Amazon didn’t do that today. And Bezos seemed to allude to the reason why not when he said that the company likes to price its hardware aggressively — but doesn’t want to lose money on it in hopes of making it up later in content sales. A free Kindle would be a big money loser by definition, so it may not be in the cards.

17. Does Amazon make money off Kindles sold in stores? Bezos also said that Amazon wants to do well when its products get used — when people purchase movies, music, books, apps and other stuff. That’s why it’s happy enough even if it doesn’t make much money on the initial hardware sale. But he said that it doesn’t want to lose money on devices.
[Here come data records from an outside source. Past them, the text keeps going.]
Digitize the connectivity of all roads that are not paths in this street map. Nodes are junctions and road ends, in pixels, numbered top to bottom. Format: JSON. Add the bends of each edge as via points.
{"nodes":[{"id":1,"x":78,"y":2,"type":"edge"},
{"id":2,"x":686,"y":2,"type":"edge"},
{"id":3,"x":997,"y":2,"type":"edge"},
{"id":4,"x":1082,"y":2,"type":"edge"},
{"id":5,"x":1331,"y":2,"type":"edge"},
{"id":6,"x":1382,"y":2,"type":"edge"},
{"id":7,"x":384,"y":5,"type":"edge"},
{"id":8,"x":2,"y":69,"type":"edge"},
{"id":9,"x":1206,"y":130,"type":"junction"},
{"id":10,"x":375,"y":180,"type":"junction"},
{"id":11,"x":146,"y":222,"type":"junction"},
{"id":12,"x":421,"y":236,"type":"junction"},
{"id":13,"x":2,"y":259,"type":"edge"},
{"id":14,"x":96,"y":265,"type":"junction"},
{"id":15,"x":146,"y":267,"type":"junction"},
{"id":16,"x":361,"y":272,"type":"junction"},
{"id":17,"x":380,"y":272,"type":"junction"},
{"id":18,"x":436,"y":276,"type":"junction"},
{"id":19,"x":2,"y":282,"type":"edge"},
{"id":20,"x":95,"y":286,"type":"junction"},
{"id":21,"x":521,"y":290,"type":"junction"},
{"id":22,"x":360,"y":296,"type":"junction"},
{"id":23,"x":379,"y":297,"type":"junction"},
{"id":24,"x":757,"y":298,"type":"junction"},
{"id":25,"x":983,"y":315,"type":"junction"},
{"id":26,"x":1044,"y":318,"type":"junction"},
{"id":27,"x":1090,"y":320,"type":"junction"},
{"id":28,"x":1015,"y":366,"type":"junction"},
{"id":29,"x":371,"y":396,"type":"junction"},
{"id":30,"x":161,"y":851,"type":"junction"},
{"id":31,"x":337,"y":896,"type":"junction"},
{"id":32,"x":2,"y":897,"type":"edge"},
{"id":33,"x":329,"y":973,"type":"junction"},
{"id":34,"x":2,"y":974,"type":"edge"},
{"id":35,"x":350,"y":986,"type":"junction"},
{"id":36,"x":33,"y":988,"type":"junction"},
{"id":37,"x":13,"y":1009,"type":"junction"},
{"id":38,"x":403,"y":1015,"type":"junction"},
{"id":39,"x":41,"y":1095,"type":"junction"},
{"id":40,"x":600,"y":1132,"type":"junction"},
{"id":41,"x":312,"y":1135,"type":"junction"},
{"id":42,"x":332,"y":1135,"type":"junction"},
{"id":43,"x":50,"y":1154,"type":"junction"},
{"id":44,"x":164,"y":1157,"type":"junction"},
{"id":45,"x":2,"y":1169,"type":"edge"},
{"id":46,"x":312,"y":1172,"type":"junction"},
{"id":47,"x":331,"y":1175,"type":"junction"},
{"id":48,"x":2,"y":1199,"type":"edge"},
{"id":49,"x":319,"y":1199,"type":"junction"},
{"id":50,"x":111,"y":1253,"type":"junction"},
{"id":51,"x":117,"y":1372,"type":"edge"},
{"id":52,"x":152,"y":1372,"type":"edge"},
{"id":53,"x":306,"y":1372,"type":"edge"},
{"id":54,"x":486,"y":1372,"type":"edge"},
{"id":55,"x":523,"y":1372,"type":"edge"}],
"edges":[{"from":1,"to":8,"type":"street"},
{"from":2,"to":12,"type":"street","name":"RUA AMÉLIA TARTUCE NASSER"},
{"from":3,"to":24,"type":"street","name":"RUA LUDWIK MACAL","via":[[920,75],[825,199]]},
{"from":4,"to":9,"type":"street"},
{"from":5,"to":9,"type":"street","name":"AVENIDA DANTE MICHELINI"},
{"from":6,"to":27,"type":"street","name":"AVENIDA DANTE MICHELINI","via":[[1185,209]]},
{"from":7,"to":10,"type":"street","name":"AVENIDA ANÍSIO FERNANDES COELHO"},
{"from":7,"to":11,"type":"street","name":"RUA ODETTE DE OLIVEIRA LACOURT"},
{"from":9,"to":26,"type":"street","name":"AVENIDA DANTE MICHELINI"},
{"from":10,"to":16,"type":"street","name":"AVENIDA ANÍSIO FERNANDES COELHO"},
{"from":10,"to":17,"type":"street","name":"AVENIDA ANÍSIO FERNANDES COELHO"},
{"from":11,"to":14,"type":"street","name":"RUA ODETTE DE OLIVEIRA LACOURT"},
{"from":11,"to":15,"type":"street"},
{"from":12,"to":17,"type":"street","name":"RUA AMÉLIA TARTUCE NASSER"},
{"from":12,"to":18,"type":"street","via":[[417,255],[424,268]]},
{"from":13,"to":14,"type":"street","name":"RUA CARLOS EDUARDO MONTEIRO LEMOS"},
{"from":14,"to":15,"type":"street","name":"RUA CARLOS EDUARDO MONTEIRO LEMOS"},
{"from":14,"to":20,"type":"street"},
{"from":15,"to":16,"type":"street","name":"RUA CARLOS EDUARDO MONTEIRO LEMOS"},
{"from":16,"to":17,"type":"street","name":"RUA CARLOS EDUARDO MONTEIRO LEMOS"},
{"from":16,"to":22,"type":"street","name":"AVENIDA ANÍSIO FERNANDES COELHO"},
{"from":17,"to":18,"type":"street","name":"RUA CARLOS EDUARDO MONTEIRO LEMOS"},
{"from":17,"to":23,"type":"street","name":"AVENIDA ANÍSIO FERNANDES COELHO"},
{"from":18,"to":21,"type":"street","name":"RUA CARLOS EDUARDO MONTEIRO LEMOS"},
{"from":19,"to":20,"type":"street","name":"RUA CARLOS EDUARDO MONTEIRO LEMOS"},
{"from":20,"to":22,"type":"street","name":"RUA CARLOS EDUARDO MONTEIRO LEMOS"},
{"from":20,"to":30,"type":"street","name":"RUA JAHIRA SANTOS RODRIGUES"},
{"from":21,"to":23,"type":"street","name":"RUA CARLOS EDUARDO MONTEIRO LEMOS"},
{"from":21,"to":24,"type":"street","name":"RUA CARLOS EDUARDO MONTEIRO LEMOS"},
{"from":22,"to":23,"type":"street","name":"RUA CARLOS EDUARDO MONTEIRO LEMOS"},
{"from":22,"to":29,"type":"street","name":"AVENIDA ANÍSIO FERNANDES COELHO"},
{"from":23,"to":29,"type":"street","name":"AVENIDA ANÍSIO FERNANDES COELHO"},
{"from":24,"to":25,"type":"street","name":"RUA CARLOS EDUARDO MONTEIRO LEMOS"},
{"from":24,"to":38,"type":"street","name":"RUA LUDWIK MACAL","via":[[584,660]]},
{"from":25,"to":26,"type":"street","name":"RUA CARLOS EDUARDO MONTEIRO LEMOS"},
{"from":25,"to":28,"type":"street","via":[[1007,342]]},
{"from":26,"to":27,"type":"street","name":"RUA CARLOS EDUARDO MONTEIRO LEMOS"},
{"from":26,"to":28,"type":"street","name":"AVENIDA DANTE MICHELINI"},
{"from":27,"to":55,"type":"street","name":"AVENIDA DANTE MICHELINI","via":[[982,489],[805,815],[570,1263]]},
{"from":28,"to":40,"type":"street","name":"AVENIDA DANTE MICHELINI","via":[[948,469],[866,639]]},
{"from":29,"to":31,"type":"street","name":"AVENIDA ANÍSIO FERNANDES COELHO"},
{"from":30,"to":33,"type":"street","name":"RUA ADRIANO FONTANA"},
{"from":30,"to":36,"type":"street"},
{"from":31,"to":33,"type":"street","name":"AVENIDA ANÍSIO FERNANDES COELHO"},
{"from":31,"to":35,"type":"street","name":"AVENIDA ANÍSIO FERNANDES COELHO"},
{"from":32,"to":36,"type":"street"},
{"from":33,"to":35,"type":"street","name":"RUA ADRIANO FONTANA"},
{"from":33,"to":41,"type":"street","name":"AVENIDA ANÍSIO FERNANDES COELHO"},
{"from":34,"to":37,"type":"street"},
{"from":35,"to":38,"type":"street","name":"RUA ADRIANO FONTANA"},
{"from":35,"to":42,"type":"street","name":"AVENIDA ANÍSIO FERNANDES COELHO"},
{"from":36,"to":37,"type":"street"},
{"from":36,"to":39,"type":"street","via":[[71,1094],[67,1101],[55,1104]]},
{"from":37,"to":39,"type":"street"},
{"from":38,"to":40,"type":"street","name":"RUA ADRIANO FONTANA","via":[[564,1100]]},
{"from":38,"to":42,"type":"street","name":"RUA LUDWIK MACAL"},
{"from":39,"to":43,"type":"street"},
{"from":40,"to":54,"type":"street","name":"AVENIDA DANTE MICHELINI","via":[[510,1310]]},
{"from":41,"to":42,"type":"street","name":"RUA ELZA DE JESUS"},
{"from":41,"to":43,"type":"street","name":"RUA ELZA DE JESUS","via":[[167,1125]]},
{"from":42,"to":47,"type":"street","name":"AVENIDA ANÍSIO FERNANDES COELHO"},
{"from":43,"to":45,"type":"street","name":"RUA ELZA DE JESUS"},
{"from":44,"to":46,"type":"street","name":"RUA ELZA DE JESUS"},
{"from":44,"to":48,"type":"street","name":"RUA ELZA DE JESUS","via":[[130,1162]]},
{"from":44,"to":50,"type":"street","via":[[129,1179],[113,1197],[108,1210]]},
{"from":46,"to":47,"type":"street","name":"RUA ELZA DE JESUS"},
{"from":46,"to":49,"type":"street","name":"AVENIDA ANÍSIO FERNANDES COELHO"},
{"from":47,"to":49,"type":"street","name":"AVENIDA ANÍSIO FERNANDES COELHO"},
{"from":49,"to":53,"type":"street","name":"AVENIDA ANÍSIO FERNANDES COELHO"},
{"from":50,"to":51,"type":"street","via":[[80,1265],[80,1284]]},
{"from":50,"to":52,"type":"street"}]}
When Amazon sells Kindles on its website, it can deal with a razor-thin margin. But how about the ones it sells at retailers such as Best Buy and Staples? Those companies aren’t going to reap any rewards from content that Amazon sells later, and so presumably want to make a decent amount of dough on the device sale itself. Where does their profit come from?, and if they make one, does that mean that Amazon takes a bath

18. Are in-game purchases of real-world products such a fabulous idea? One of the few moments in the presentation which seemed a tad off-key was a demo of a game with an embedded offer for a related physical toy which players could buy — from Amazon, of course. Bezos seemed pleased. But I’m not sure whether such offers would come off as a welcome convenience or an obnoxious marketing tactic in the real world.

19. Will there be a Kindle phone? Despite the last-minute scuttlebutt, I didn’t think one would be announced this week; I figured that if one comes along, it’ll get its own marketing blitz. But the fact that there was no FirePhone at this event doesn’t mean there won’t be one, sooner or later. I still want one.

20. Will there be a Kindle TV box? Some wondered if one might be a surprise announcement at the event involving video streaming — hey, Santa Monica is near Hollywood! Nope. But a totally Amazon-centric box for use in the living room might still make sense. It would be startling if the company wasn’t thinking about one, at least.

21. Could Amazon end up being Apple’s greatest rival? It would be silly to give it that title right now. It’ll probably be silly to do so in a year. But I can’t think of a company that’s in a better position to meld content, services, software and hardware into the sort of experiences which Apple does so well and which so many hardware makers don’t understand at all.

And those are all the Kindle questions I have at the moment. Got any answers — or additional questions of your own?